There's no cure to baldness by the way, and it can start at any time and there's no way to predict how fast or slow it will go. The only real working option is a daily pill that usually just halts it, but it can stop working or just slow it down or cause major side effects. To regrow you have to use a daily topical solution, or use a roller to wound your scalp. None of these are surefire by the way, and if you stop them you'll just lose your hair and whatever you regained. It's a daily involved thing that might not work and often at best just retains. The best drug, the one that occasionaly gives regrowth, also causes shedding at the start, and can have side effects from growing breasts to brain fog to EDsyfunction(sorry, censoring cause tumblr). Now, those are INCREDIBLY rare and almost never happen but it weighs heavily on the mind of those already spiraling.
But that's just background. What I'm here to talk about is the pure woe you'll see on those forums. People speak as though their lives are over, as though they've lost every chance of finding a woman(predominantly, there's a running idea in such places that women don't like bald men or like them less) or doing anything. You can read countless stories of people who describe that they no longer go outside, are now filled with anxiety and self-hate, have gone from extroverted to never showing their face. And some of these people are kids who lost their hair in high school or even before, or are holding as best they can to a very receded hairline and feel like there is nothing they can do.
And then there's something touched upon far less in those communities, but is important to bring up here; baldness and masculinity. There's the horror of knowing so much of society sees a bald guy as a very masculine guy, at seeing that the best advice for being hot and bald is "grow and beard and big muscles bro". Imagine now you're AMAB balding and nonbinary, or a trans woman who doesn't want to be on hormones.
Just genuinely take the time to look at those forums no matter who you are. Understand what these people go through, what I am currently going through. It is soul-crushing, spiraling, brutal. I have the dream of one day being like Brennan Lee Mulligan or Matt Mercer and starting to lose my hair made me feel like I could never. I felt like and still feel like I would have to be masculine, have to be a bro-y dude, have to look older than I was(I'm fuckin 22). It was the feeling that I could never dress feminine again, never present as a woman when I wanted to again, that I'd always be viewed as a bald guy before anything else.
This is an incredibly vulnerable post for me, and I hope it reaches you all as well in a kind and understanding mood. There's a tendency online for people to joke about baldness, to make fun of it, to treat it as a playfull silly thing but it fucking ruins lives, and it shouldn't. It happens to half the population's sort of bodies and very often. It should just be a neutral thing. You don't need long hair to be feminine, you don't need hair to be feminine. You don't need hair for anything. I guess I'm just saying in general that everyone should be kinder about balding, more understanding, and view it with as much import as they'd view the pixels between this sentence and the next. None at all, I mean.

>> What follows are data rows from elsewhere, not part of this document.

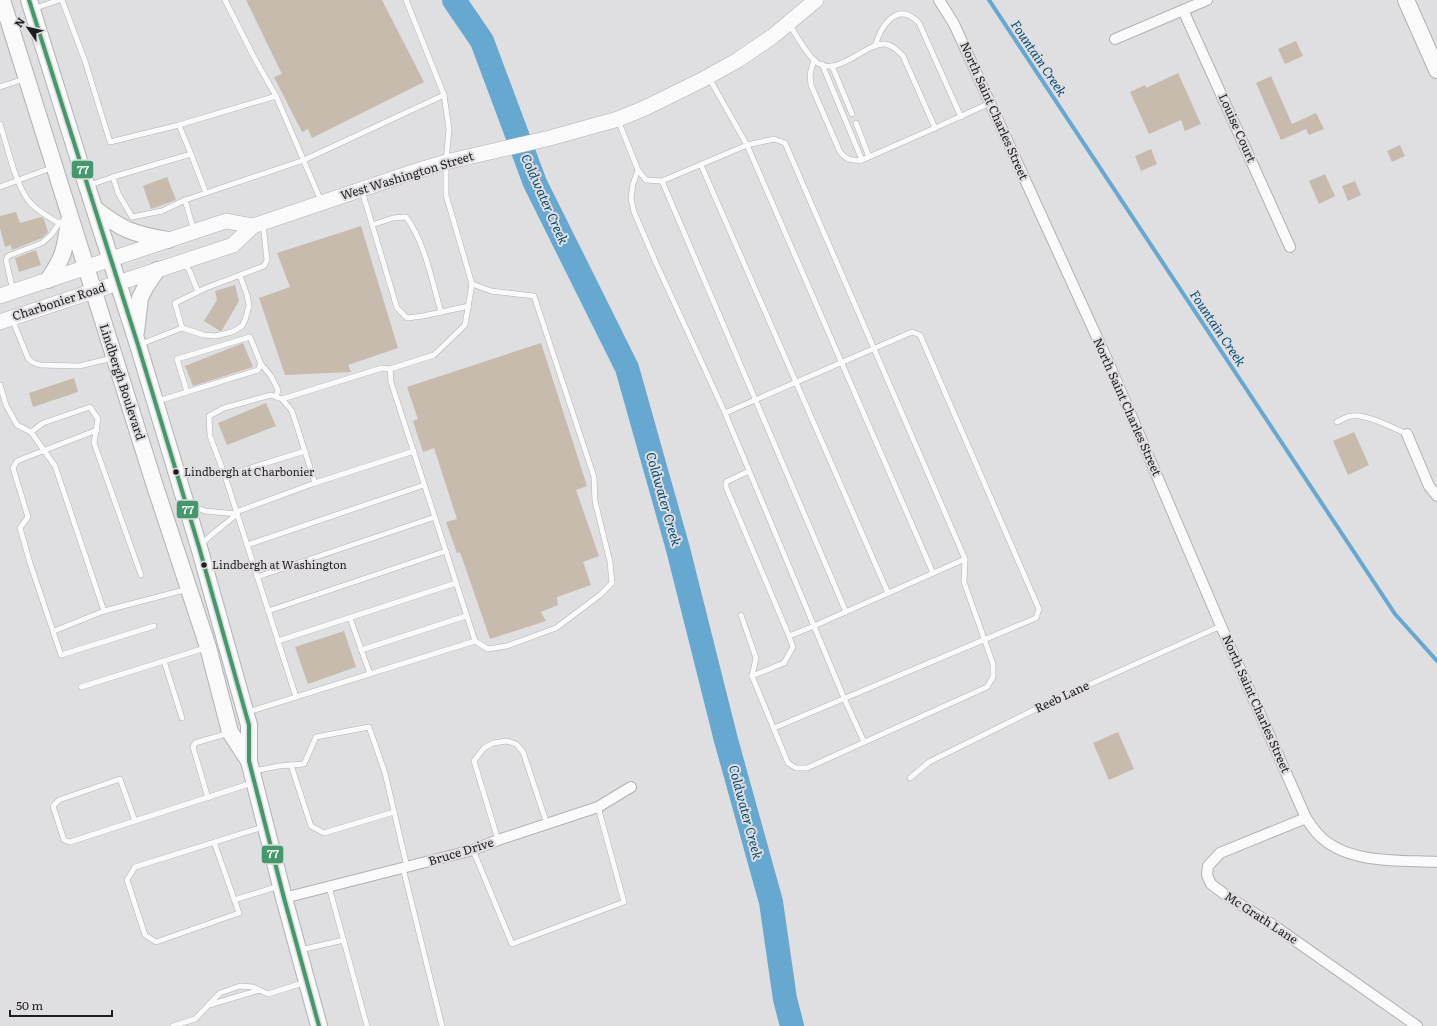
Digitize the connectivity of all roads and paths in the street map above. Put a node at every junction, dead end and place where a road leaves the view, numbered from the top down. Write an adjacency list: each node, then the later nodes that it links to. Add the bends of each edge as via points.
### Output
1 (59, 0): 9 (lane)
2 (62, 0): 30 (lane, via 85,61 110,142)
3 (225, 0): 23 (lane)
4 (406, 0): 22 (lane)
5 (816, 0): 12 (main road, West Washington Street)
6 (939, 0): 24 (street, North Saint Charles Street, via 954,24)
7 (1207, 0): 11 (street)
8 (1406, 0): 18 (main road)
9 (31, 4): 44 (main road, Lindbergh Boulevard)
10 (3, 10): 20 (main road, Lindbergh Boulevard)
11 (1184, 10): 13 (street); 56 (street, Louise Court)
12 (788, 23): 15 (lane); 19 (main road, West Washington Street, via 738,60)
13 (1116, 39)
14 (874, 46): 17 (lane); 26 (lane, via 878,35 893,16 903,13 913,16 919,23); 31 (lane, via 885,44 896,48 903,56)
15 (814, 60): 16 (lane); 36 (lane, via 810,74 811,85 840,152 852,161)
16 (822, 64): 17 (lane); 36 (lane)
17 (832, 66): 25 (lane)
18 (1437, 70)
19 (708, 77): 27 (main road, West Washington Street); 32 (lane)
20 (26, 78): 21 (lane); 39 (main road, Lindbergh Boulevard)
21 (0, 87)
22 (444, 95): 35 (lane); 37 (lane, via 449,129)
23 (276, 96): 30 (lane); 35 (lane)
24 (990, 103): 26 (lane); 119 (street, North Saint Charles Street, via 1110,366)
25 (852, 114)
26 (961, 117): 31 (lane)
27 (618, 119): 37 (main road, West Washington Street); 40 (lane)
28 (856, 123): 34 (lane)
29 (0, 124): 42 (lane)
30 (179, 125): 33 (lane)
31 (935, 128): 34 (lane)
32 (747, 145): 38 (lane); 73 (lane, via 774,138 785,143); 75 (lane)
33 (191, 154): 41 (lane); 47 (lane)
34 (869, 157): 36 (lane)
35 (304, 160): 47 (lane); 49 (lane)
36 (862, 160)
37 (446, 162): 46 (main road, West Washington Street); 64 (lane, via 446,195)
38 (701, 165): 43 (lane); 78 (lane)
39 (54, 167): 42 (lane); 51 (main road, Lindbergh Boulevard)
40 (638, 170): 43 (lane, via 646,180); 85 (lane, via 631,198 634,212)
41 (113, 177): 44 (lane); 48 (lane, via 118,193 132,217 162,211)
42 (18, 181): 45 (lane); 51 (lane, via 29,201 40,211)
43 (662, 181): 83 (lane)
44 (87, 186): 50 (main road, Lindbergh Boulevard)
45 (0, 187)
46 (362, 190): 49 (main road, West Washington Street); 53 (lane)
47 (206, 193): 48 (lane)
48 (185, 200): 54 (lane)
49 (322, 202): 52 (main road, West Washington Street)
50 (94, 208): 55 (main road, via 112,223 127,231); 57 (main road, Lindbergh Boulevard)
51 (64, 219): 59 (main road, Lindbergh Boulevard); 62 (main road, via 64,251); 67 (lane, via 42,243 8,256)
52 (258, 224): 54 (main road, West Washington Street, via 226,221); 58 (main road, West Washington Street, via 233,245); 61 (lane, via 267,260 264,266)
53 (372, 225): 69 (lane, via 397,308 407,318); 69 (lane, via 393,218 406,217 413,226 425,257)
54 (194, 232): 55 (main road, West Washington Street)
55 (168, 240): 57 (main road, West Washington Street)
56 (1290, 247)
57 (110, 259): 59 (main road, West Washington Street); 63 (main road, Lindbergh Boulevard)
58 (183, 262): 60 (main road, West Washington Street); 66 (lane)
59 (86, 267): 62 (main road, Charbonier Road); 65 (main road, Lindbergh Boulevard)
60 (158, 270): 63 (main road, West Washington Street); 72 (main road, via 140,298)
61 (240, 276): 66 (lane); 71 (lane, via 248,306 242,326 232,332 215,336)
62 (48, 280): 67 (main road, Charbonier Road)
63 (118, 283): 65 (main road, Charbonier Road); 72 (main road, Lindbergh Boulevard)
64 (472, 284): 68 (lane); 123 (lane, via 491,291 534,296 594,477 595,501 610,562 612,583 556,628 507,646 488,649)
65 (94, 291): 70 (main road, Charbonier Road); 74 (main road, Lindbergh Boulevard)
66 (198, 292): 71 (lane, via 175,303)
67 (7, 294)
68 (469, 306): 69 (lane); 77 (lane, via 465,325 434,355)
69 (441, 312)
70 (6, 320): 74 (lane, via 28,358 40,365 79,366)
71 (182, 328): 72 (lane)
72 (137, 342): 84 (main road, Lindbergh Boulevard)
73 (874, 348): 75 (lane); 104 (lane); 122 (lane, via 912,332 920,335 1039,609 1036,618)
74 (114, 358): 109 (main road, Lindbergh Boulevard)
75 (840, 362): 78 (lane); 105 (lane)
76 (260, 364): 80 (lane, via 258,370); 80 (lane, via 250,337 177,359); 81 (lane, via 278,390)
77 (390, 369): 82 (lane, via 382,368); 92 (lane, via 391,382)
78 (795, 382): 83 (lane); 110 (lane)
79 (0, 385): 88 (lane, via 6,405 17,425)
80 (187, 392): 84 (lane)
81 (276, 397): 82 (lane); 94 (lane, via 271,395 224,408 209,416 210,436)
82 (282, 399): 91 (lane, via 292,411)
83 (755, 400): 85 (lane); 113 (lane)
84 (155, 402): 98 (main road, Lindbergh Boulevard)
85 (725, 413): 93 (lane)
86 (1337, 422): 89 (lane, via 1351,416 1362,416)
87 (97, 430): 88 (lane, via 98,419 90,407 43,423); 90 (lane); 106 (lane, via 94,443)
88 (31, 432): 90 (lane)
89 (1407, 434): 97 (street, via 1429,486)
90 (43, 450): 111 (lane, via 55,466); 120 (lane, via 17,461 13,468 28,517 20,528)
91 (305, 451): 94 (lane); 95 (lane)
92 (414, 451): 95 (lane); 96 (lane)
93 (749, 471): 118 (lane); 121 (lane, via 726,482 726,488)
94 (225, 476): 99 (lane)
95 (315, 483): 99 (lane)
96 (424, 485): 100 (lane); 101 (lane)
97 (1437, 496)
98 (186, 503): 99 (lane, via 205,511); 102 (main road, Lindbergh Boulevard)
99 (236, 513): 101 (lane); 102 (lane, via 208,536)
100 (435, 517): 103 (lane); 107 (lane)
101 (247, 545): 107 (lane)
102 (199, 547): 133 (main road, Lindbergh Boulevard)
103 (446, 551): 108 (lane); 112 (lane)
104 (965, 559): 105 (lane); 122 (lane, via 964,582)
105 (933, 573): 110 (lane)
106 (141, 575)
107 (257, 577): 112 (lane)
108 (456, 583): 115 (lane); 116 (lane)
109 (190, 588): 111 (lane); 125 (main road, Lindbergh Boulevard)
110 (888, 594): 113 (lane)
111 (104, 611): 120 (lane)
112 (268, 611): 124 (lane)
113 (846, 612): 118 (lane)
114 (740, 615): 129 (lane, via 756,658)
115 (466, 616): 123 (lane); 126 (lane)
116 (350, 618): 124 (lane); 126 (lane)
117 (154, 626): 120 (lane, via 62,655)
118 (814, 626): 121 (lane); 132 (lane)
119 (1221, 626): 140 (lane, Reeb Lane, via 1048,702 929,762); 145 (street, North Saint Charles Street)
120 (54, 631)
121 (789, 636): 129 (lane, via 793,647 784,662)
122 (984, 640): 132 (lane); 137 (lane, via 993,664 993,677 987,687)
123 (474, 641): 128 (lane)
124 (278, 642): 131 (lane)
125 (208, 647): 127 (lane); 136 (main road, Lindbergh Boulevard)
126 (361, 650): 128 (lane)
127 (164, 661): 130 (lane); 134 (lane)
128 (370, 674): 131 (lane)
129 (752, 676): 135 (lane)
130 (81, 687)
131 (296, 696): 133 (lane)
132 (844, 698): 135 (lane); 137 (lane)
133 (246, 712): 139 (main road, Lindbergh Boulevard)
134 (182, 718)
135 (774, 728): 137 (lane, via 788,763 796,768 807,768)
136 (230, 732): 139 (main road, Lindbergh Boulevard); 142 (lane, via 195,743 193,747)
137 (864, 742)
138 (291, 765): 139 (lane); 144 (lane, via 311,826 324,833); 144 (lane, via 304,764 316,737 369,727)
139 (252, 772): 142 (lane); 148 (main road, Lindbergh Boulevard)
140 (910, 778)
141 (631, 787): 143 (street, Bruce Drive)
142 (208, 798): 146 (lane)
143 (598, 807): 147 (street, Bruce Drive); 151 (lane, via 624,902 512,944)
144 (394, 812): 153 (lane)
145 (1306, 818): 152 (street, North Saint Charles Street, via 1324,840 1346,852 1370,858); 166 (street, Mc Grath Lane, via 1220,853 1208,866 1207,875 1211,884)
146 (136, 821): 146 (lane, via 70,842 64,840 53,806 59,800 120,779)
147 (547, 824): 149 (street, Bruce Drive); 149 (lane, via 523,752 516,744 507,741 494,743 484,748 474,761)
148 (266, 826): 150 (lane); 155 (main road, Lindbergh Boulevard)
149 (498, 840): 151 (street, Bruce Drive)
150 (214, 842): 156 (lane); 156 (lane, via 134,867 127,880 145,935 156,942 239,913)
151 (473, 850): 153 (street, Bruce Drive)
152 (1437, 862)
153 (405, 868): 154 (street, Bruce Drive); 165 (lane)
154 (329, 887): 155 (street, Bruce Drive); 157 (lane)
155 (283, 892): 156 (lane); 158 (main road, Lindbergh Boulevard)
156 (234, 900)
157 (344, 940): 158 (lane); 164 (lane)
158 (299, 951): 159 (main road, Lindbergh Boulevard)
159 (307, 982): 160 (lane, via 268,994); 163 (main road, Lindbergh Boulevard)
160 (260, 990): 161 (lane); 161 (lane, via 240,986 220,993)
161 (208, 1006): 162 (lane, via 195,1019)
162 (173, 1026)
163 (319, 1026)
164 (367, 1026)
165 (442, 1026)
166 (1417, 1026)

And for those like me, very feminine guys who wanna keep that and don't want a beard and are terrified of balding, here's some names and I do hope others that see this will add more;
Mr. Bruce (also in The Correspondents(band)
Alex Ward in LA By Night
Jason Carl in LA By Night
Cecil Baldwin of Welcome To Night Vale
Bob The Drag Queen
RuPaul(in looks alone, I know about the whole fracking stuff but this post is about looks)
tananasho on instagram
Also your mannerisms and style of dress will convey femininity far more than your hair. Yea sure a front-on neutral shot of you may not and maybe you need makeup and stuff, and hell maybe a lot of people might reject you more but it'll just filter down to the people for you.
And to all you artists and writers and creatives; make more bald characters. Try it out. Feminine ones, masculine ones, all sorts. None of the copout nonhuman sort, just dudes and girls and mates and individuals who are all sorts of things and also bald. It might make a few of the people going through the various vortexes of pain that balding causes feel a bit better.
And to those noticing I did not adress female hair loss much here, that was intentional. I am AMAB and currently a nonbinary guy who goes by any pronouns but often likes to present as fem. I learned I was possibly losing my hair and lost two months of my life, no work or going or anything, to male hair loss forums and research and spiraling. Checking my hair twenty times a day, unable to sleep, unable to eat, unable to think. And my situation was NOT unique, but it also did not give me any experience or understanding of female hair loss and what AFAB people may go through with that, so I don't feel knowledgeable enough to speak on it.
Also living with baldness WILL get easier and you will find something that works for it, by virtue of simply living with it. Things get easier with time.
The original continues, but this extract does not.